If Maureen Orth, author of "Vulgar Favors: Andrew Cunanan, Gianni Versace, and the Largest Failed Manhunt in U.S. History" had interviewed Marc Anthony, I wouldn't have been surprised to find in her book the following passage:
And at the Boiler Room in New York's seedy East Village, known for its dingy bars with filthy back rooms where drunk and high men grope each other hoping for sex, sex, sex, Cunanan tried to buy a Corona 12 oz. (with a lime). When he was carded by a wary bartender, Cunanan first tried to pass him a fake Ohio driver's license.
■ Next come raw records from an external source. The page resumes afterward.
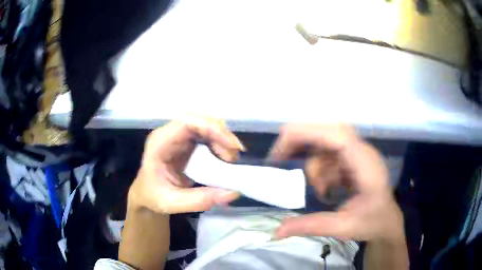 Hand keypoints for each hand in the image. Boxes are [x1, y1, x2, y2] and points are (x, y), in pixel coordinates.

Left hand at [128, 116, 243, 213]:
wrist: (147, 194)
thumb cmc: (153, 196)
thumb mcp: (173, 203)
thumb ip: (200, 200)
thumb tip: (233, 192)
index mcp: (159, 143)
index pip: (186, 123)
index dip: (211, 128)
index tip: (231, 146)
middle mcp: (169, 134)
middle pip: (199, 120)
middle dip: (221, 134)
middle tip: (235, 155)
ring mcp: (178, 136)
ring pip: (205, 125)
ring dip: (222, 139)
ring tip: (231, 159)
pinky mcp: (186, 142)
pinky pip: (206, 135)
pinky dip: (219, 144)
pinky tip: (226, 157)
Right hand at [271, 124, 403, 241]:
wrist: (386, 220)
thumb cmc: (372, 223)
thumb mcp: (343, 228)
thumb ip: (311, 227)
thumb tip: (276, 232)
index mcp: (366, 165)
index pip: (338, 136)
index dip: (307, 134)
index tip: (281, 150)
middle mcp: (362, 151)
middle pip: (328, 131)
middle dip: (301, 142)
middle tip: (279, 159)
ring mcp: (357, 152)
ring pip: (325, 143)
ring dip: (315, 166)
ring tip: (323, 192)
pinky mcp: (352, 158)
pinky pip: (329, 154)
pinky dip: (321, 170)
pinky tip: (328, 188) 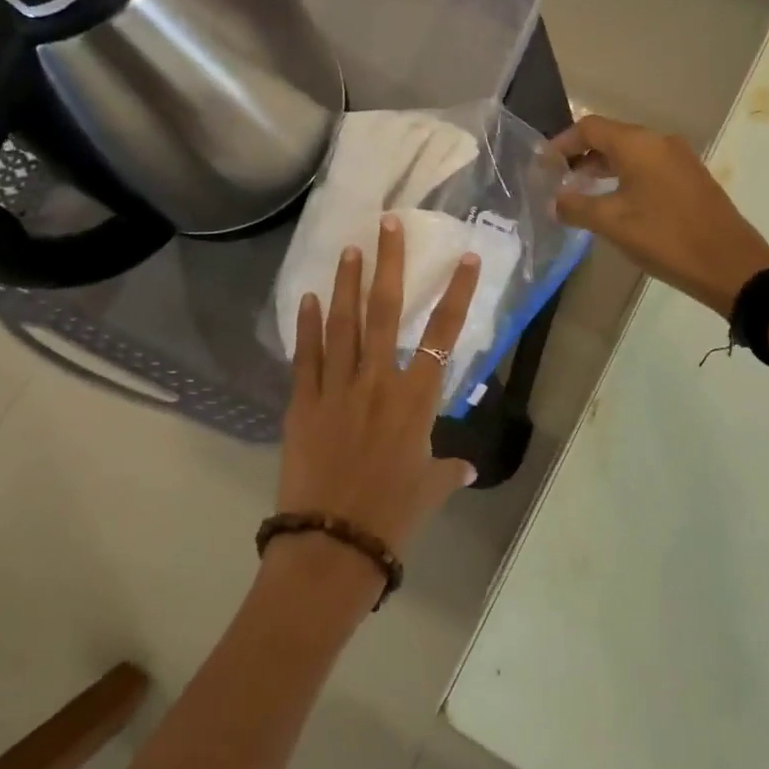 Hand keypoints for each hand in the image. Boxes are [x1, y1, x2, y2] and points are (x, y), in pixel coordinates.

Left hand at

When that was rejected, Cunanan showed the bartender a stolen employee identification card for Newsweek, which unbeknownst to Cunanan was doing the final editing on a cover story about him and the murder of Versace.
Yes, I exaggerate.
But after reading her tome on Cunanan and his murderous ways, I found that Orth didn't understand Andrew Cunanan, let alone how being homosexual affected his various psychoses. Orth roundly and unfairly sensationalizes, and thus pathologizes, gay culture -- and in the end, blames it for five murders. Many of Orth's key arguments fail when she is unable to prove important connections and instead falls back on shady sourcing and irresponsible implications. And at times, Orth appears to have failed to follow up on some of her more promising leads. "Vulgar Favors" seems unfinished and unedited, a book that is guilty of homophobia by negligence.